Или: сидим пьём, все в дуплет, и заявляется Дядюшка дед — баклажка с самогоном оперативно убирается под стол, все сразу хватают с холодильника и со шкафа журналы «Нева» и делают вид, что читают… Стыдоба.
Конечно день родж… рождения — уже раз восьмой за полтора месяца, что мы тут живём! Нас обычно четверо, так что на каждого по два уже справили…
А вот и эффект бумеранга — я один сидел как насос, читал по журналу «Защиту Лужина» (одно из двух единственных гениальных набоковских произведений), заваливается дед и давай: ты ж в лоскуты сидишь, вид мне тут воссоздаёшь!
Бывало спросишь у Дядюшки-дедушки что-нибудь конкретное, например, где взять тряпку для пола, а он ответствует бесплатным философско-историческим экскурсом:
— Мы всё зделаем, погодите, ребяты… некогда, а так — жизнь, её не обманешь! Я уж пробовал — не получилось. Вовка мой тоже вот женился, а потом вон и пшик… Не тем вы, эх, занимаетесь, не с того жизнь свою начинаете… Я полгорода вон построил, а жизнь, её не износишь, как ту ру…
А то и вообще заносится в самые несусветные дебри, всё на нас, квартирантов, списывая:
— Вы тут, мозгляки, валяетесь… А бочку-то из двора! алюменивую! по-русски сказать — … — Вещает он о пропаже двухсотлитровой бочки неподъёмной, врытой в землю, ругая нас абряутами (видимо, искажённое народным обиходом «обэриуты» — весьма по адресу, дидко!). Гвалт стоит на все дворы окрестные, а он, выйдя за ворота и приманивая за собой нас, голосит уже на всю нашу прямую улочку: — Я вам, б…, всё — и то, и то, и сё, а вы… Чтоб у меня порядок был!
При словах «Чтоб у меня порядок был!» или там «Чтоб у меня умывальник был!» (но таз и ныне там, а тряпка позабыта) он жёстко бьёт ребром ладони по другой. Мы всегда ему удивлялись, а напрасно.
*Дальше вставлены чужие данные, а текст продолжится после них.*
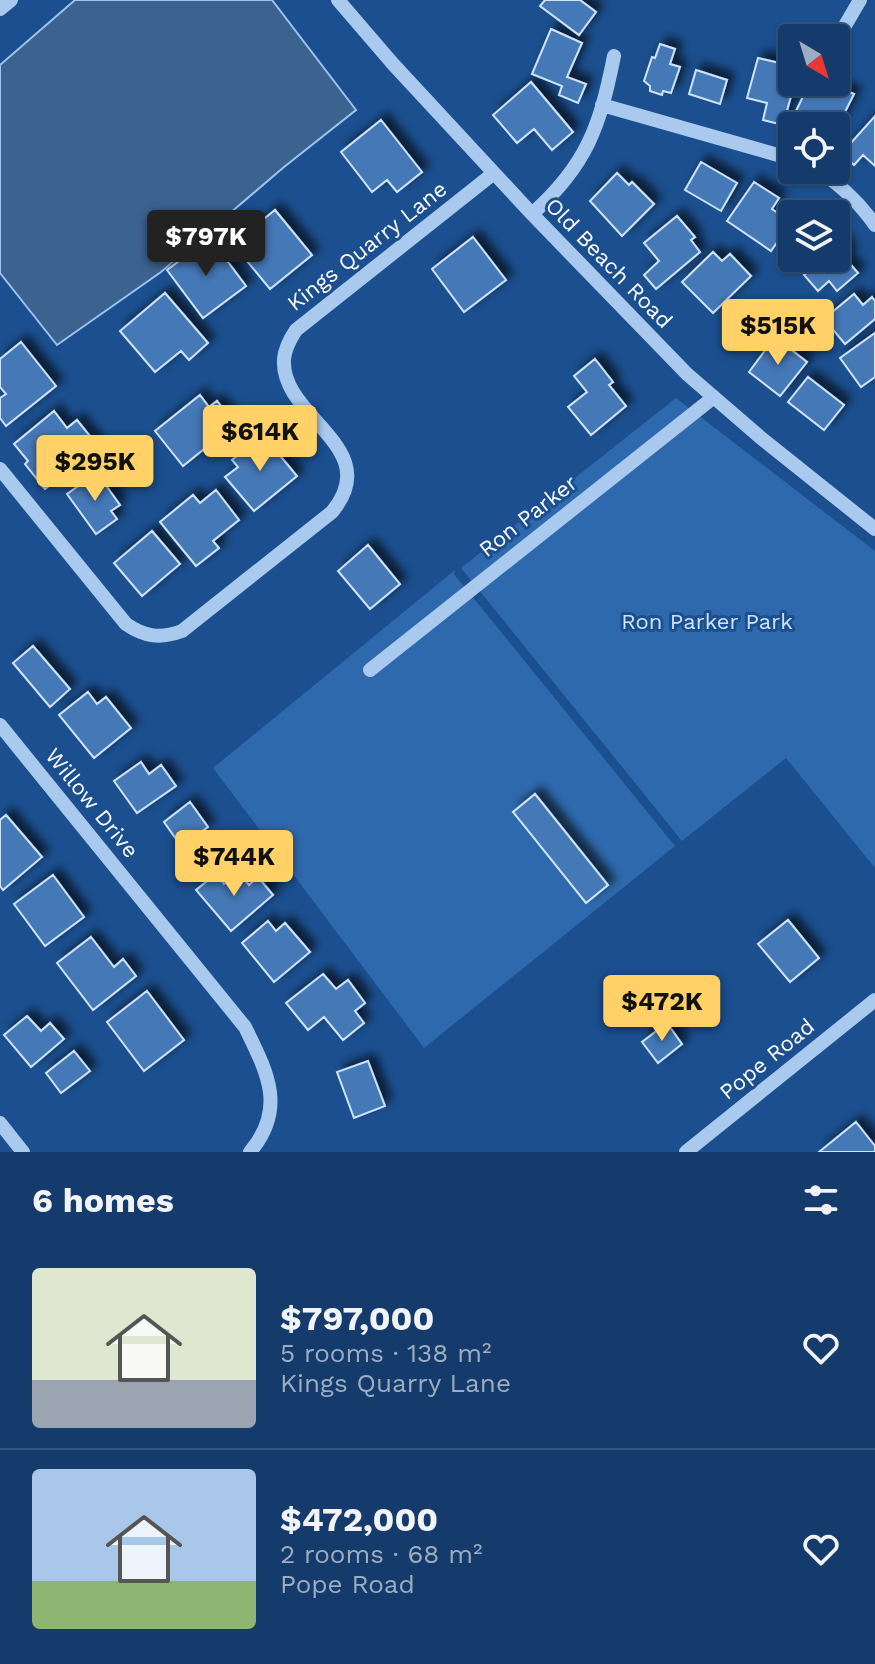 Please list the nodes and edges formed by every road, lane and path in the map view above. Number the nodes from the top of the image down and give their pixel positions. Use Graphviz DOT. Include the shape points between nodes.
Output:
graph roads {
  1 [pos="11,0"];
  2 [pos="338,0"];
  3 [pos="860,0"];
  4 [pos="0,9"];
  5 [pos="846,24"];
  6 [pos="614,56"];
  7 [pos="602,105"];
  8 [pos="778,155"];
  9 [pos="494,173"];
  10 [pos="837,184"];
  11 [pos="532,214"];
  12 [pos="875,225"];
  13 [pos="714,397"];
  14 [pos="0,469"];
  15 [pos="875,529"];
  16 [pos="370,670"];
  17 [pos="0,725"];
  18 [pos="875,1000"];
  19 [pos="0,1123"];
  20 [pos="23,1152"];
  21 [pos="250,1152"];
  22 [pos="686,1152"];
  1 -- 4 [label="street"];
  2 -- 9 [label="street, Old Beach Road"];
  3 -- 5 [label="street"];
  6 -- 7 [label="street"];
  7 -- 8 [label="street"];
  7 -- 11 [label="street" via="584,156"];
  9 -- 11 [label="street, Old Beach Road"];
  9 -- 14 [label="street, Kings Quarry Lane" via="296,330 287,345 286,375 342,453 347,488 332,512 182,631 155,637 126,624"];
  10 -- 12 [label="street"];
  11 -- 13 [label="street, Old Beach Road"];
  13 -- 15 [label="street, Old Beach Road"];
  13 -- 16 [label="street, Ron Parker"];
  17 -- 21 [label="street, Willow Drive" via="245,1027 264,1066 272,1102 266,1130"];
  18 -- 22 [label="street, Pope Road"];
  19 -- 20 [label="street"];
}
Как-то раз мы прозрели, что «уважаемая в годах Дядь Володя Макушка» («тонзура» сияет хуже экспоната начищенного, только череп весь красный) всегда при таких пассажах (то есть всегда, олвэйз!) и сама была, мягко говоря, в подпитии. Ну, благо и мы зачастую…
Впрочем, деда мы всегда побаивались. Не только он Ау дядюшка, но Сэм, как вы догадались. Каждый его приход был маленькой катастрофой. А иногда и довольно большой…
Приехав вечером, зайдя, долив урины для таза, открыв дверь, я обомлел: стоял гроб.
Плотно закрытые двери комнаты со скрипом отверзились и показался О. Фертов. Он был как бы обдолбан и говорил почти шёпотом.
— Вот, Лёнь, Дядюшка дед-то чё нам подсунул! — сетует О. Фертов. — Сижу вчера вечером, заявляется деда пьянищий, с какими-то мужиками, орёт «Заноси!», вносят гроб с бабушкой, говорит: у вас дня два пусть постоит (это его сестра что ли), а потом ещё выносить поможете. Поставили на табуретки и смотались. А я остался…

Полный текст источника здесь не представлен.